When the leopard and tiger meet  in Ranthambhore
The tiger and the leopard are two big cats, both equally charismatic and magnificent. There is always a curiosity of how these two species interact and how they share space and prey base. This was an observation in Sariska, when all the tigers were poached in 2005, the leopard’s activity even in daytime, had risen up and they roamed fearlessly in the entire habitat. Not just leopards, the movement of hyenas and jackals also went up around that time.

The year 2005 was also a time when there was poaching in Ranthambhore too, and the tiger number had gone down. The legendary tiger conservationist, Fateh Singh Rathore also observed that there was an increase in leopard number and sighting rates and this itself was an indicator of a decrease in tiger numbers. However, there is no scientific study to prove this; these are mere observations, which are used as signs by experienced individuals. Indian male tigers weigh about 220 kg on an average, whereas the Indian male leopard weighs about 63 kg. An average tigress weighs about 139 kg while the leopardess weighs about 32 kg.

The tiger is about three or four times heavier than the leopard; hence, there is no equal confrontation. However, there is one trick on the leopard’s sleeve, which always saves it from the tiger -- its ability to climb treetop to save itself from danger. Yet each year, a few leopards are killed each year due to tiger attacks. In Ranthambhore, the figure could be 2-3 leopards. Most of the times these are sub-adult leopard cubs that get killed by tigers, as they move out to find their own territory and lack the experience to tackle such situations. An incident was observed in 2010, when a leopard cub with its mother confronted a tiger and both climbed two separate trees. However, the young cub was afraid and impatient to get to the mother. Before he could even climb down completely, the tiger had managed to attack him; he was killed in front of the mother who stayed back on the tree. In the same instant, the tiger had started to eat the young leopard.

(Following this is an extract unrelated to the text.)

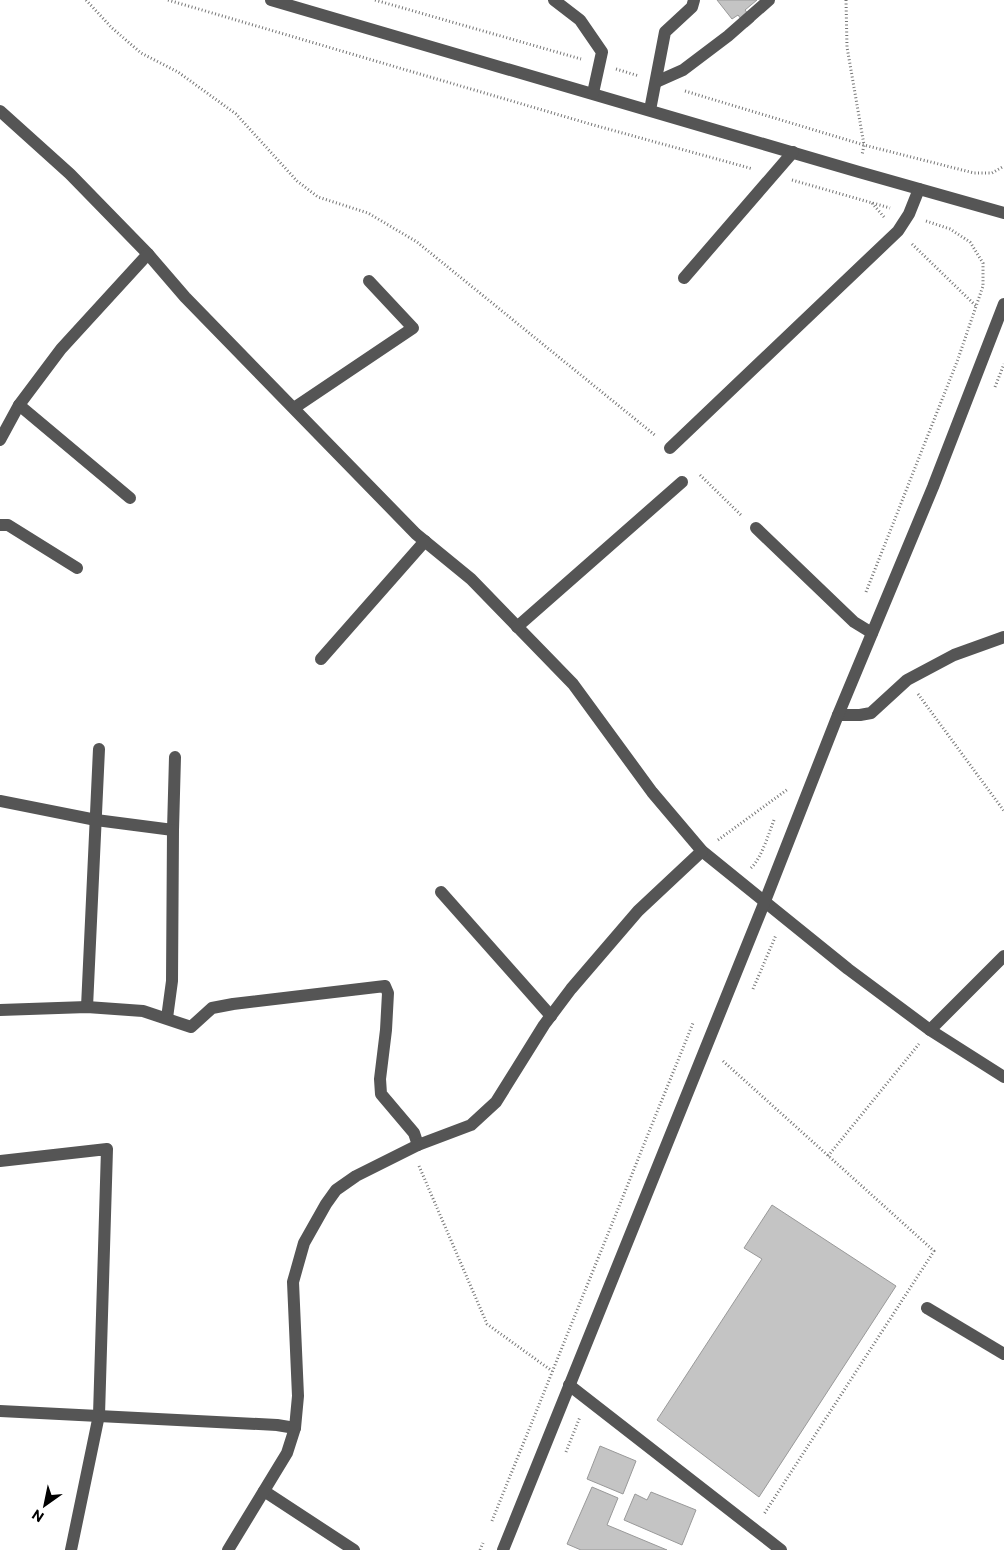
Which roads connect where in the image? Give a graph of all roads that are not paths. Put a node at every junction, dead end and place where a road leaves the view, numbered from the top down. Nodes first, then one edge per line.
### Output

The tiger does not look at a leopard as food, it looks at it as an enemy or intrusion, which would compete for same prey base and thus needs to be taken out. In one instance, there was a leopardess caught in a tense dramatic situation, where a tiger chased it and she climbed on a ghost tree (Sterculia urens) and awaited the tiger to move away. Her two sub-adult cubs were watching the mother from top of a cliff. The cubs were signalled by the mother to move away from danger, gauging that the tiger had moved out of the area. The mother leopard climbed down carefully surveying the place and went in the opposite direction of the tiger. She then climbed up the cliff near her two cubs. Often the tigers end up snatching the leopard’s food when it gets a chance to scavenge; however there are limited observations on such behaviour. We too are not fully aware of these interactions between animals and these are the mysteries, which pull us to the wild.

(The writer is a conservation biologist at Tiger Watch, Ranthambore)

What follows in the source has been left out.